J’ai donc marché en me remémorant que les journalistes de France Inter qui clament doctement leur amour de la liberté d’expression et leur émotion au massacre de Charlie Hebdo, sont restés bien cois lorsque les chroniqueurs Stéphane Guillon et Didier Porte ont été éjectés de leur propre station il y a deux ou trois ans. Pourtant, si la méthode est différente, le motif est le même. Il s’agissait bien de faire taire des voix dérangeantes. Car ces deux chroniqueurs sont l’équivalent à l’écrit ou à la voix de la bande à Charlie. Des iconoclastes que rien n’arrêtait, toujours prompt à dénoncer la bêtise, les contradictions et la compromission des puissants de la République. Et ils ne s’en privaient pas. Forçant même DSK à fuir la station un certain matin.
J’ai marché en me rappelant que Sarkozy qui, avec beaucoup de gravité, se fait soudainement le chantre de la liberté d’expression ne l’a guère appréciée quand Alain Génestar alors directeur de Paris Match avait dévoilé dans son magazine les soucis du couple présidentiel. Au point de réclamer et d’obtenir la tête de ce dernier. Et même chose pour Daniel Mermet, la voix dissonante de France Inter, viré sous Hollande et du très consensuel PPDA trop insolent vis-à-vis du Président de la République…. (on croit rêver !)
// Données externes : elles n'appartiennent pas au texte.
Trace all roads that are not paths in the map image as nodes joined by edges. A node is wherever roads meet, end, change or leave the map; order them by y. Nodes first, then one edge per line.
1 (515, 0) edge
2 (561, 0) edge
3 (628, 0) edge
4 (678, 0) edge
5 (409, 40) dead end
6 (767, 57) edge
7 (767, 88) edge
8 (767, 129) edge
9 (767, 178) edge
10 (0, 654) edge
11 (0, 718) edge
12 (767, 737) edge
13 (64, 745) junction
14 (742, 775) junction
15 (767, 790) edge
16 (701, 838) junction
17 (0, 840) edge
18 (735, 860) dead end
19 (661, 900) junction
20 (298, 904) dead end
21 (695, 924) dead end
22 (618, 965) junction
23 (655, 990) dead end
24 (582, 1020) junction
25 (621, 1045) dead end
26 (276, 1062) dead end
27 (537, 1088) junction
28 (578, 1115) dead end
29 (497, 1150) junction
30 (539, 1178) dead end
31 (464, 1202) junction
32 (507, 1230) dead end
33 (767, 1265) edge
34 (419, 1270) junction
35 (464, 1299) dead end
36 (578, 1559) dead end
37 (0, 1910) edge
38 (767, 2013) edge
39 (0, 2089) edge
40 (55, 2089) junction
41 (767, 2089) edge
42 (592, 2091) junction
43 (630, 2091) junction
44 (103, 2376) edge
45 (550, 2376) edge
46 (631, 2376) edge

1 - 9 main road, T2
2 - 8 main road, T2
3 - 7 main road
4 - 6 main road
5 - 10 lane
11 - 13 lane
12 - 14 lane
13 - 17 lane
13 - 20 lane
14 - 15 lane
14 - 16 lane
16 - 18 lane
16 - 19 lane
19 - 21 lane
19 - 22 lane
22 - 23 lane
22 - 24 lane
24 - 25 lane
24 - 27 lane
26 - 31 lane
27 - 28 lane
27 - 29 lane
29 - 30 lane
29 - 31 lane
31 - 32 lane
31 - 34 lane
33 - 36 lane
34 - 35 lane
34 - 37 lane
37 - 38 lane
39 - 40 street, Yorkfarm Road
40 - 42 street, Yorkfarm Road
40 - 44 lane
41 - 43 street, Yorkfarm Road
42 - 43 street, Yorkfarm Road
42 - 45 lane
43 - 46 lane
J’ai marché en me disant que pour Valls et Hollande, cette affaire tombait vachement bien et allait leur permettre de rebondir dans les sondages en jouant les chefs de guerre présents sur tous les fronts. D’ailleurs la crise n’a sans doute pas été si mal gérée puisque je n’ai pas entendu la moindre critique.
J’ai marché en me disant que Wolinsky, l’anarchiste, devait déjà se retourner dans sa tombe en entendant la Marseillaise chantée pendant la marche républicaine dont il est l’un des héros malheureux (Maris, Cabu et Charb aussi d’ailleurs. Les autres, j’en sais rien). Ça leur aurait inspiré de beaux dessins ! D’ailleurs, l’idée même d’une marche républicaine les aurait certainement fait bondir !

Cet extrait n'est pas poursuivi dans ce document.